A tremendous amount of research and counseling technique has been amassed regarding shame-based personality traits (see, for example, John Bradshaw’s extensive work). Lurking behind Rodger’s words and attitudes are the specters of a man deeply tortured by feelings of profound inadequacy, which lay entrenched in the most primal animalistic parts of the brain.
Imagine, for a moment, the added internal torture which Elliot must have experienced upon seeing OTHER men his age, or younger, successfully interacting with females and having fulfilling social experiences. In more than one of his videos, Rodger refers explicitly to this pain, pointing out a happy couple in a park and ruminating on why such simple joys of life have been denied him.
Of all the online sources which I referenced for this post, the source that seemed to understand Elliot Rodger and his motivations the best was authored by the staff at AlterNet (“8 Things You May Not Know About Elliot Rodger’s Killing Spree“).
“The killings and coverage have launched a number of viral Twitter hash tag campaigns demanding an end to the horrors that this ‘women hating’ attitude has manifested in society with stalking and violence.
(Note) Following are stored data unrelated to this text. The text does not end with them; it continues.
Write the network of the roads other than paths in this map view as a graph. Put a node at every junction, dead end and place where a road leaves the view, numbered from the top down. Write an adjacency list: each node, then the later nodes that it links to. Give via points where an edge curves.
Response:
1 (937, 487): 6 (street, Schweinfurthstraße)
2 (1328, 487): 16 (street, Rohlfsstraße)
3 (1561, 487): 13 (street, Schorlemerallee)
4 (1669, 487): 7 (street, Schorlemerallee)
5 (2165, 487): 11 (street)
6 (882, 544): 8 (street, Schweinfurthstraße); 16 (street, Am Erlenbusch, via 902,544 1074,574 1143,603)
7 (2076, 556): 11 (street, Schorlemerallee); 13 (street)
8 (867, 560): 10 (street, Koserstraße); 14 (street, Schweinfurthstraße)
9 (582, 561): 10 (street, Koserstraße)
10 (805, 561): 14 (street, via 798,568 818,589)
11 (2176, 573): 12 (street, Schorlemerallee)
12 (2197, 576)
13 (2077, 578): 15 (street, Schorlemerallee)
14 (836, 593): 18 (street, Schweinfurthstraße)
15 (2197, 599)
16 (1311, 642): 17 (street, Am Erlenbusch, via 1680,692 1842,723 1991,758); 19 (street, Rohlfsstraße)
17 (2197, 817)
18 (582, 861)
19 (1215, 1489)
But very little attention has been given to the overwhelming message of society that for heterosexual men – if you are not attracting women, if you are not getting laid – you are an utter failure.”
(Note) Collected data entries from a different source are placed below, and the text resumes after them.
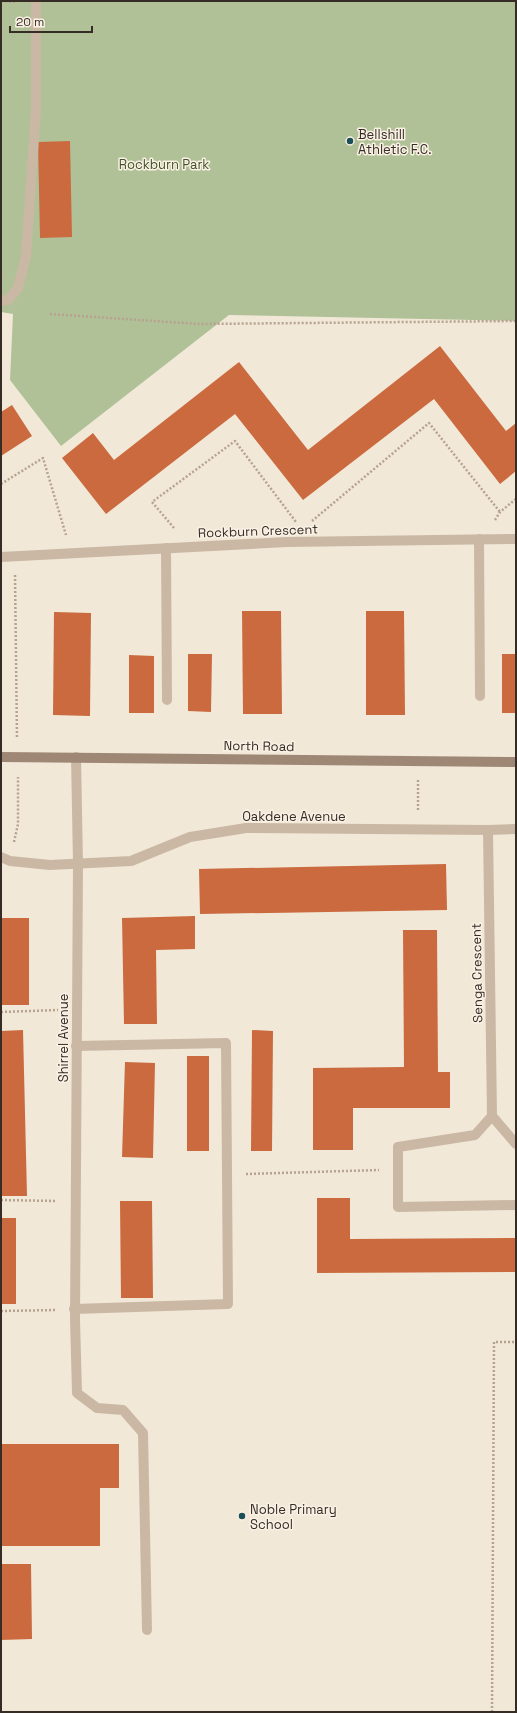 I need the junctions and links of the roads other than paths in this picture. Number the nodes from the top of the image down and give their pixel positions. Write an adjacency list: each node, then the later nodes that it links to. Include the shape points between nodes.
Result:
1 (36, 2): 2 (street, via 36,109 26,256 18,288 8,300)
2 (1, 301)
3 (479, 539): 4 (street, Rockburn Crescent); 5 (street, Rockburn Crescent, via 286,542); 7 (street)
4 (516, 539)
5 (166, 548): 6 (street, Rockburn Crescent); 8 (street)
6 (1, 557)
7 (480, 696)
8 (167, 700)
9 (1, 757): 10 (main road, North Road)
10 (76, 757): 11 (main road, North Road); 15 (street, Shirrel Avenue)
11 (516, 762)
12 (516, 829): 13 (street, Oakdene Avenue)
13 (488, 830): 15 (street, Oakdene Avenue, via 246,828 190,837 131,861); 17 (street, Senga Crescent)
14 (6, 859): 15 (street, Oakdene Avenue, via 50,865)
15 (78, 864): 16 (street, Shirrel Avenue)
16 (76, 1046): 20 (street, Shirrel Avenue); 20 (street, via 226,1043 228,1304)
17 (492, 1116): 18 (street); 19 (street, via 475,1135 398,1147 398,1207)
18 (516, 1144)
19 (516, 1205)
20 (75, 1314): 21 (street, Shirrel Avenue, via 77,1394 97,1408 123,1410 143,1433)
21 (148, 1630) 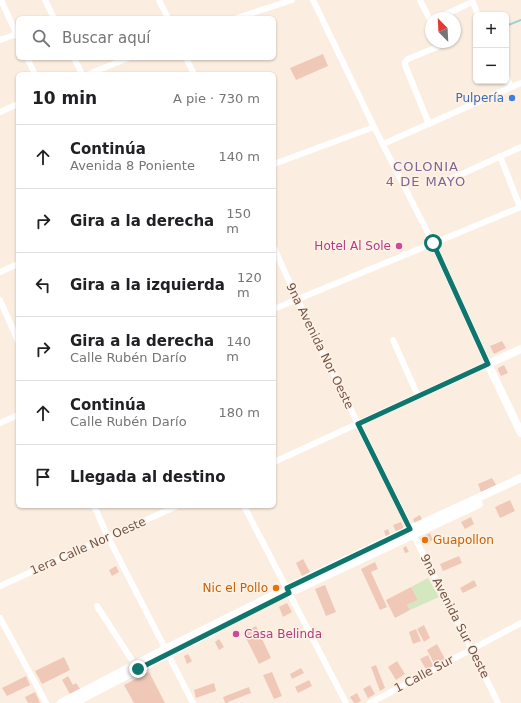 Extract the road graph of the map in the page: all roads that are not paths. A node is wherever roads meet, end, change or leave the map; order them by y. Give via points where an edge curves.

I wish to include one final quote from the AlterNet staff before wrapping up with my own comments:
“…telling traumatized men that they shouldn’t do something, or expressing in hash tags, speeches and books that men just have to get with society’s program, is rarely effective. It may make us feel good, but such false moralizing doesn’t move us an inch closer to addressing the major problem of male violence and gun violence.”
If Elliot Rodger was a product of our society, then he was a product of a shame-inducing male culture that has completely lost its way in terms of helping its members into sexual maturity. Let’s be clear: Rodger should be held absolutely responsible for his actions. There are many, many men out there despairing at their social prospects and lack of dating acumen that are not going around stabbing and shooting and generally just freaking the world out with their ruminations.
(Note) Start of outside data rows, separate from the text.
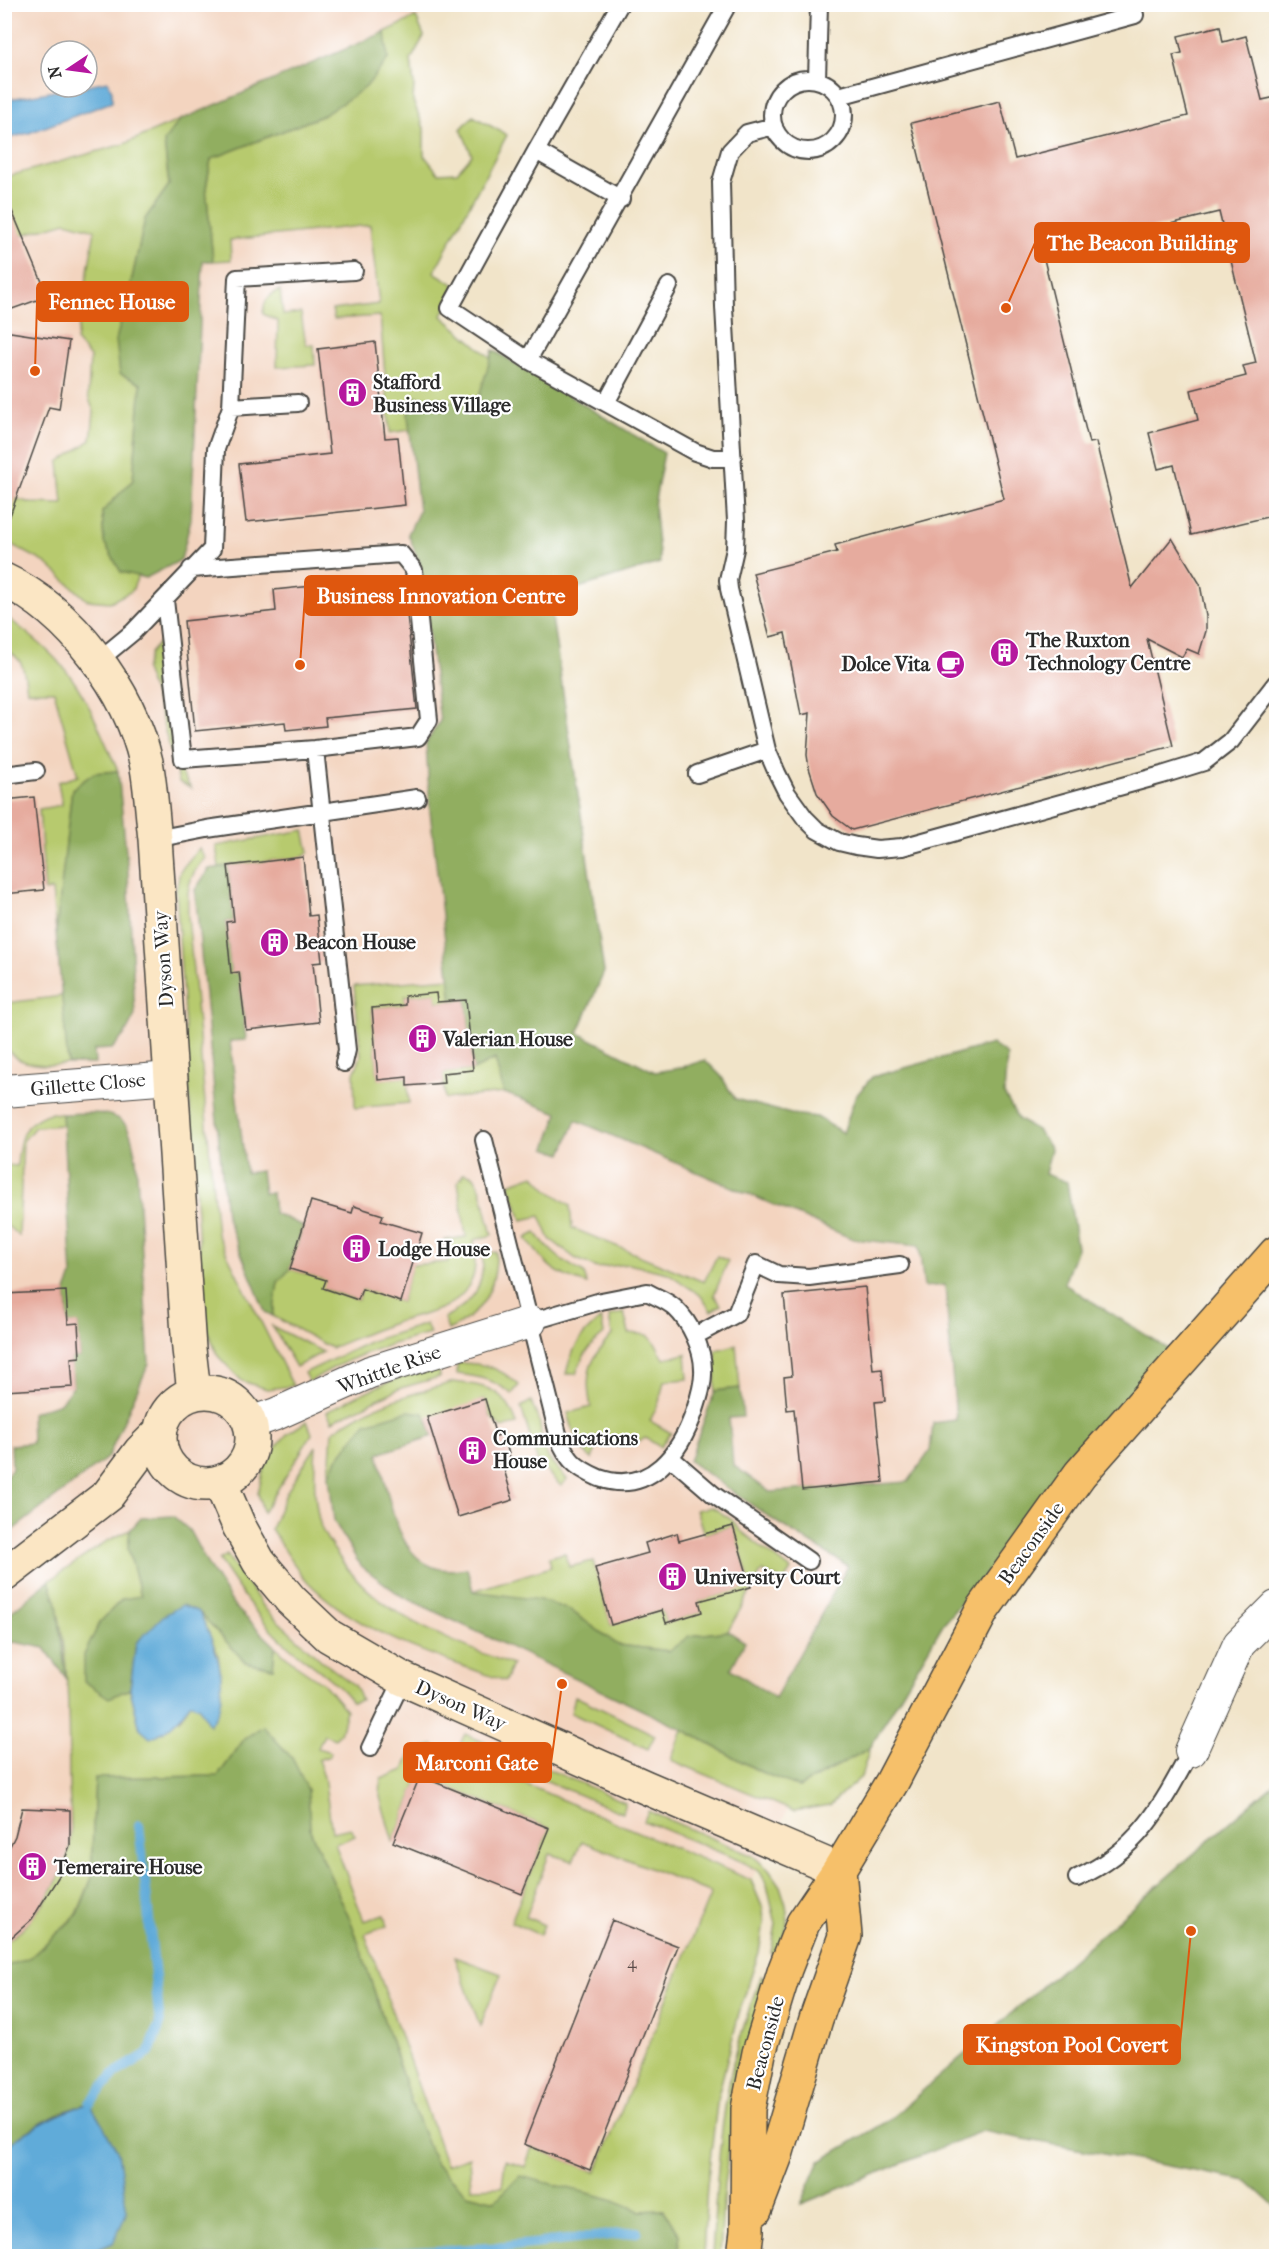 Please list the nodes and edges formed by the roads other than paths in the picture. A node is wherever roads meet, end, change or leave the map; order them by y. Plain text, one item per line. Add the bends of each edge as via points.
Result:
1 (620, 4) edge
2 (728, 4) edge
3 (819, 4) edge
4 (1131, 4) edge
5 (817, 80) junction
6 (839, 96) junction
7 (774, 126) junction
8 (536, 151) junction
9 (621, 199) junction
10 (354, 271) dead end
11 (669, 286) dead end
12 (528, 360) junction
13 (298, 403) dead end
14 (606, 403) junction
15 (231, 407) junction
16 (733, 458) junction
17 (192, 569) junction
18 (4, 580) edge
19 (165, 600) junction
20 (99, 660) junction
21 (1276, 683) edge
22 (315, 749) junction
23 (767, 750) junction
24 (36, 771) dead end
25 (697, 774) dead end
26 (4, 775) edge
27 (417, 798) dead end
28 (323, 811) junction
29 (155, 839) junction
30 (344, 1063) dead end
31 (171, 1078) junction
32 (4, 1091) edge
33 (484, 1140) dead end
34 (1276, 1253) edge
35 (900, 1265) dead end
36 (530, 1322) junction
37 (695, 1336) junction
38 (194, 1392) junction
39 (250, 1423) junction
40 (159, 1433) junction
41 (670, 1457) junction
42 (220, 1482) junction
43 (809, 1561) dead end
44 (4, 1575) edge
45 (1276, 1607) edge
46 (403, 1679) junction
47 (370, 1748) dead end
48 (1191, 1751) joint
49 (839, 1870) junction
50 (1077, 1878) dead end
51 (746, 2244) edge

1 - 8 lane
2 - 9 lane
3 - 5 lane
4 - 6 lane via 1136,15
5 - 6 lane via 832,87
5 - 7 lane via 799,80 779,92 772,114
6 - 7 lane via 845,119 834,141 824,148 794,148 779,137
7 - 16 lane via 747,134 730,151 720,182
8 - 9 lane
8 - 12 lane via 450,308
9 - 12 lane
10 - 15 lane via 237,278
11 - 14 lane
12 - 14 lane
13 - 15 lane
14 - 16 lane via 695,452 713,458
15 - 17 lane via 216,449 213,549
16 - 23 lane via 735,549 729,589
17 - 19 lane
17 - 22 lane via 401,554 414,570 429,720 418,737
18 - 20 street, Dyson Way via 52,611
19 - 20 lane
19 - 22 lane via 183,759
20 - 29 street, Dyson Way via 125,704 146,761
21 - 23 lane via 1231,741 1204,762 902,847 856,846 817,830 787,793
22 - 28 lane
23 - 25 lane
24 - 26 lane
27 - 28 lane
28 - 29 lane
28 - 30 lane via 347,1050
29 - 31 street, Dyson Way
31 - 32 street, Gillette Close
31 - 38 street, Dyson Way
33 - 36 lane, Whittle Rise
34 - 49 highway, Beaconside via 1080,1474 984,1609 892,1782
35 - 37 lane via 809,1276 779,1275 756,1264 736,1314
36 - 37 lane, Whittle Rise via 647,1292 675,1308
36 - 39 street, Whittle Rise via 370,1372
36 - 41 lane, Whittle Rise via 560,1442 573,1462 608,1481 629,1482 651,1475
37 - 41 lane, Whittle Rise via 703,1369 699,1397 682,1442
38 - 39 street via 222,1394 239,1406
38 - 40 street via 171,1407
39 - 42 street via 251,1445 243,1465
40 - 42 street via 172,1470 194,1483
40 - 44 street via 108,1495
41 - 43 lane via 714,1495
42 - 46 street, Dyson Way via 238,1526 259,1562 291,1600 329,1636
45 - 48 street via 1239,1644
46 - 47 lane
46 - 49 street, Dyson Way
48 - 50 lane via 1164,1801 1133,1841 1098,1868
49 - 51 highway, Beaconside via 845,1936
49 - 51 highway, Beaconside via 803,1923 759,2053 748,2109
But, let’s also be clear that these horrific events are trying to point something out to us in neon flashing noise: we have failed our men. We have failed to give them the tools needed to succeed in relationships, and to succeed with other men as men. Say what you will about writers such as Gordon Dalbey, John Eldredge, or Robert Bly (Christian and secular voices of men’s issues) – but I truly believe that in Rodger, we are seeing the natural consequences of allowing many of our boys to languish without guidance and direction into what being a man means.
I can speak from first-hand experience, that even through high school and entering college, I was clueless with women. Which meant I was scared and ashamed. I felt inadequate and profoundly alone in that struggle. The journey out of that confusion and into a greater self-awareness and confidence literally saved my sanity. Finally being able to date and feel some sense of validation was impossibly important to me during the years following, and I am forever thankful for how far I was able to grow. I certainly never considered shooting up a school or stabbing my roommates as Elliot did, even during my darkest years. But that pit was truly horrific, in a way that I’m not sure a female could ever truly comprehend. So, while I condemn Rodger and what he did…I think I can understand something of the despair and hopelessness that he lived in day to day by pulling from my past and remembering what it was like.
For some men, that shame, internalized disgrace, and unanswered confusion will turn to hate and violence.